Les autres explications avancées ici et là ont oscillé entre ésotérisme et sophismes. « C’est un système qui a fait ses preuves, c’est cartésien », voulut croire Joël Quiniou, ancien arbitre et consultant pour RMC. « Ce qu’on a vu n’est pas la réalité et c’est pour cela qu’on a eu un doute », ajouta-t-il avant de nous inviter à l’acte de foi évoqué par Francesco Centini : « Je ne le sais pas si ce système est fiable à 100%, mais tant qu’on n’a pas la preuve qu’il est faillible, il faut lui faire confiance ». Étrange inversion : le système n’est-il pas censé avoir déjà fait la preuve de sa fiabilité ? En définitive, comment ne pas craindre qu’un jour, un but soit validé (ou refusé) alors que des images établiraient qu’il n’aurait pas dû l’être (ou dû l’être) ?

UNE BRÈCHE DANS LA CONFIANCE

L’absence de réaction et de suite donnée aux incidents de Marseille et Gênes s’explique avant tout par la confiance de principe accordée aux dispositifs parés d’une aura de technologie et de scientificité – même si le terme de magie semble parfois plus indiqué. En outre, la remise en cause de la GLT embarrasserait presque tout le monde : les instances qui l’ont adoptée avec enthousiasme, les médias qui l’ont vantée et appelée de leurs vœux, les amateurs de football qui l’ont majoritairement cautionnée… tous auront de la peine à se désavouer[1].

Mais une faille est peut-être d’ores et déjà ouverte dans la confiance accordée à la GLT. Vont s’y engouffrer les théories du complot, mais aussi de légitimes doutes sur son efficacité. Or si la croyance en l’instrument est ébranlée, il risque d’apparaître pour ce qu’il est : très coûteux[2], rarement utile et, finalement, incapable de lever les doutes. « Goal Line Technology ou pas, le ballon, pour moi, est rentré », avait déjà twitté un journaliste lors de OM-OL. Après l’acte de foi, la motion de défiance ?

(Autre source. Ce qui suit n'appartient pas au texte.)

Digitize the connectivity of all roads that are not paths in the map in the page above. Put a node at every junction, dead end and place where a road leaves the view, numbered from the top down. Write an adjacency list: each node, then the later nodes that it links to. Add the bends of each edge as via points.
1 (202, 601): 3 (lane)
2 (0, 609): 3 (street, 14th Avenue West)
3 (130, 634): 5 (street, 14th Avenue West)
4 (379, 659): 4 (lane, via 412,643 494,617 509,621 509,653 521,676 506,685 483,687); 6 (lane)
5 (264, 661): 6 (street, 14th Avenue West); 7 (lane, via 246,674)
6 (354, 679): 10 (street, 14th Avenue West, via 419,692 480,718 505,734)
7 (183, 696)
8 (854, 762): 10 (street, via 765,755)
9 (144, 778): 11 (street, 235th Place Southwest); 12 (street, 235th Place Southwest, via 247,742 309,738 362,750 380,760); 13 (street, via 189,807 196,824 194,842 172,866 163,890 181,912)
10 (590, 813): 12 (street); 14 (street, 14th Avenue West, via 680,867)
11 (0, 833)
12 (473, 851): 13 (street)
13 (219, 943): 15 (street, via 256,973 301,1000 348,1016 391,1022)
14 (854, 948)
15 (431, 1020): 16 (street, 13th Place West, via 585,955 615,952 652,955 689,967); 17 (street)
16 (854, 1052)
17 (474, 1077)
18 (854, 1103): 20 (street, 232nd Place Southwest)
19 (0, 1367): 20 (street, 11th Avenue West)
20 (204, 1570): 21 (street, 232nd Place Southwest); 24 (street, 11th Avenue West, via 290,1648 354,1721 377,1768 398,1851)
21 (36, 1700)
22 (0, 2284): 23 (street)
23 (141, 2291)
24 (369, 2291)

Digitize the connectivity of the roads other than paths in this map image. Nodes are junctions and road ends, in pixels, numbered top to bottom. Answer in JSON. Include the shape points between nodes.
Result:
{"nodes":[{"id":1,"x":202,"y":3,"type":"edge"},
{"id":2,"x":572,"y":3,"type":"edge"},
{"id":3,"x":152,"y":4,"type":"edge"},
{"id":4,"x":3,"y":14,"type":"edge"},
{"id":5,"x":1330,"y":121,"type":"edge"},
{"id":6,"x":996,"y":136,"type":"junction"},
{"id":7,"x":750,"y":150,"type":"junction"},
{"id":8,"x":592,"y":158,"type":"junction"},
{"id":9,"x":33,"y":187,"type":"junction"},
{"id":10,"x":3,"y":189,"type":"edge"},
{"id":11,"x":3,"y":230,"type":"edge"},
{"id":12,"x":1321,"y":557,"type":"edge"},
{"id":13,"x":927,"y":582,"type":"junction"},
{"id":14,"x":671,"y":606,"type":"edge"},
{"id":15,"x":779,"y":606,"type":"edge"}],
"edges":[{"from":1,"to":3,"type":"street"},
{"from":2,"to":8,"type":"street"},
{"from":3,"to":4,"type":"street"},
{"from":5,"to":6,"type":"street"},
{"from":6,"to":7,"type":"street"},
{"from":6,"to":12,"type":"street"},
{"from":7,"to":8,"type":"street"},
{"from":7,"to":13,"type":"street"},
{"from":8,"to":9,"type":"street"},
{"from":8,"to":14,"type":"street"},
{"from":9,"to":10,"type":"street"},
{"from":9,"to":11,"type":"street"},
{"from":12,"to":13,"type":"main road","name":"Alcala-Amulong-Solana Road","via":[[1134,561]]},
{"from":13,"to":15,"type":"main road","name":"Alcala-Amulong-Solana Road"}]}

Au nom des enjeux mêmes qui avaient été invoqués pour appeler la GLT, il serait logique de mener des investigations afin d’établir précisément ce qui a causé le bug de Gênes et un décalage comme celui de Marseille. Afin d’éviter que de tels incidents se reproduisent et, si le mal est plus profond, de réévaluer la fiabilité de l’outil. Il y joue sa crédibilité.

Merci à Stanislas Touchot, dont la contribution à cet article a été précieuse.

[1] Aux Cahiers du football, opposants notoires à « l’arbitrage vidéo », nous nous sommes toujours déclarés en faveur d’un système de validation du franchissement de ligne, à condition qu’il soit instantané et fiable.
[2] 200.000 euros par stade et par an, en Ligue 1.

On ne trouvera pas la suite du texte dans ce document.